Start of Block
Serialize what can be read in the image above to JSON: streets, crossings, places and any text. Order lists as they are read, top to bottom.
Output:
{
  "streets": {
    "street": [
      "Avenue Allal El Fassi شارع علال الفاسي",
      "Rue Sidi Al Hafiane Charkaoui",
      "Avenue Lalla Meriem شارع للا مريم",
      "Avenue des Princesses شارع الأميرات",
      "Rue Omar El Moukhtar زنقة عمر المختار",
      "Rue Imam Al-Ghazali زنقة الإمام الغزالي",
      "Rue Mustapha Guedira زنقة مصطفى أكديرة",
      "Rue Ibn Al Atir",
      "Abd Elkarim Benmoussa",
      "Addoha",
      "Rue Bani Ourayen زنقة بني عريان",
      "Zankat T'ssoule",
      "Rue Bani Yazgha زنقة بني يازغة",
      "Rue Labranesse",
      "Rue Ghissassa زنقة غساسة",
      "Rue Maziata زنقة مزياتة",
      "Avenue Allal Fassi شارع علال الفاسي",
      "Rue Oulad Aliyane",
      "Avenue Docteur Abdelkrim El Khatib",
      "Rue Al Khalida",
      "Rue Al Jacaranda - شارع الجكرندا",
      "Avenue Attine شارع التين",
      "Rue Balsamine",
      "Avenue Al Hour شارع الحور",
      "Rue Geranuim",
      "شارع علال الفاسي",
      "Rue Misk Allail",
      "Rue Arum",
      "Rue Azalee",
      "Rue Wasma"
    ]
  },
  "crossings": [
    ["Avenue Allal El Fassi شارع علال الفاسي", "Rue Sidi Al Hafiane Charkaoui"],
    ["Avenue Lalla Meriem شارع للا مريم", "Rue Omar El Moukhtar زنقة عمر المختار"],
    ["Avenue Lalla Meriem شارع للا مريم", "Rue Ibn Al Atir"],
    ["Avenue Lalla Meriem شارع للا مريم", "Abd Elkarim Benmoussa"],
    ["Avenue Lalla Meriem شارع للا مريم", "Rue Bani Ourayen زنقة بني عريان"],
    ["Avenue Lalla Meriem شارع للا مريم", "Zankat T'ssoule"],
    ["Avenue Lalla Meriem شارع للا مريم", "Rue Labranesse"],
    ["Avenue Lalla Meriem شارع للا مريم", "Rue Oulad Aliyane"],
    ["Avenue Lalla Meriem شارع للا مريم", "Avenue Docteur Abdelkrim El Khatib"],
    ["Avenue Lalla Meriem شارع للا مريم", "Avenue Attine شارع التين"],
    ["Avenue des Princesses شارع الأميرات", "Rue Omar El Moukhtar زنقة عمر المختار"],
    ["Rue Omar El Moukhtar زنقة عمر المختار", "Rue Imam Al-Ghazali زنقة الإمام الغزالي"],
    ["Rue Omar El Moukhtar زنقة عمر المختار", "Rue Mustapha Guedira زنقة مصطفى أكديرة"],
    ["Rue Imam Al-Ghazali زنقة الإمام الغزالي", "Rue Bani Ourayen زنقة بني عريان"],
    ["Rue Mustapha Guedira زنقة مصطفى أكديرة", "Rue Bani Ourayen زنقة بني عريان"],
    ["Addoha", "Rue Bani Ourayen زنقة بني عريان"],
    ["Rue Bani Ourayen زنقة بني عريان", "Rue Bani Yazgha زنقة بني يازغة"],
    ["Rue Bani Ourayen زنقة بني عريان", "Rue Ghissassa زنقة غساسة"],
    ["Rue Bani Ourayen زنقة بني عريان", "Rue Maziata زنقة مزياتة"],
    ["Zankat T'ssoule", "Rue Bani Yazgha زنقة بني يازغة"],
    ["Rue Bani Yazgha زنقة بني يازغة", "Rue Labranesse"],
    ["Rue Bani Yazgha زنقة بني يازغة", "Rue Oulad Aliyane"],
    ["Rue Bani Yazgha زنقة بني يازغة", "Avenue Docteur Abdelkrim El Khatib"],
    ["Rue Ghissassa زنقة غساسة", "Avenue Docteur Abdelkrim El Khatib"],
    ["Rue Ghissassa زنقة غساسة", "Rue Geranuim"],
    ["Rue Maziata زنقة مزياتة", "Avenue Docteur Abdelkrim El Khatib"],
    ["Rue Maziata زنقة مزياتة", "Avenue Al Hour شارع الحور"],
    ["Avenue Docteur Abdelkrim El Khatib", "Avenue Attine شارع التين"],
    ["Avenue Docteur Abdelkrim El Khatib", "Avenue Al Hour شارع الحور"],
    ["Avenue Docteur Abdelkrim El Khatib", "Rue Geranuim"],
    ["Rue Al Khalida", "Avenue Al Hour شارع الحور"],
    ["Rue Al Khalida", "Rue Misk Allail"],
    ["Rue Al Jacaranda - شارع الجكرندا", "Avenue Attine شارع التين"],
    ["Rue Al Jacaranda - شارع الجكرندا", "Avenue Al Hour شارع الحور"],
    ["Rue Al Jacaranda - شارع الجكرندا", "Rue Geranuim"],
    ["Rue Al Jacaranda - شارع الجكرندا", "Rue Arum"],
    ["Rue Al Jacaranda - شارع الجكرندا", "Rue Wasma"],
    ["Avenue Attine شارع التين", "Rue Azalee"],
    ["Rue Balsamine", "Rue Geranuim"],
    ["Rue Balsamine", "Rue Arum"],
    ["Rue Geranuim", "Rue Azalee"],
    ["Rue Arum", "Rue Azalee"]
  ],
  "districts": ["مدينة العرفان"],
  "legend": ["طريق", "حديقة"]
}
End of Block
*WHAT YOU SHOULD DO*
Copy out every line in the records where the word "Khalida" is found.

*ANSWER AREA*
      "Rue Al Khalida",
    ["Rue Al Khalida", "Avenue Al Hour شارع الحور"],
    ["Rue Al Khalida", "Rue Misk Allail"],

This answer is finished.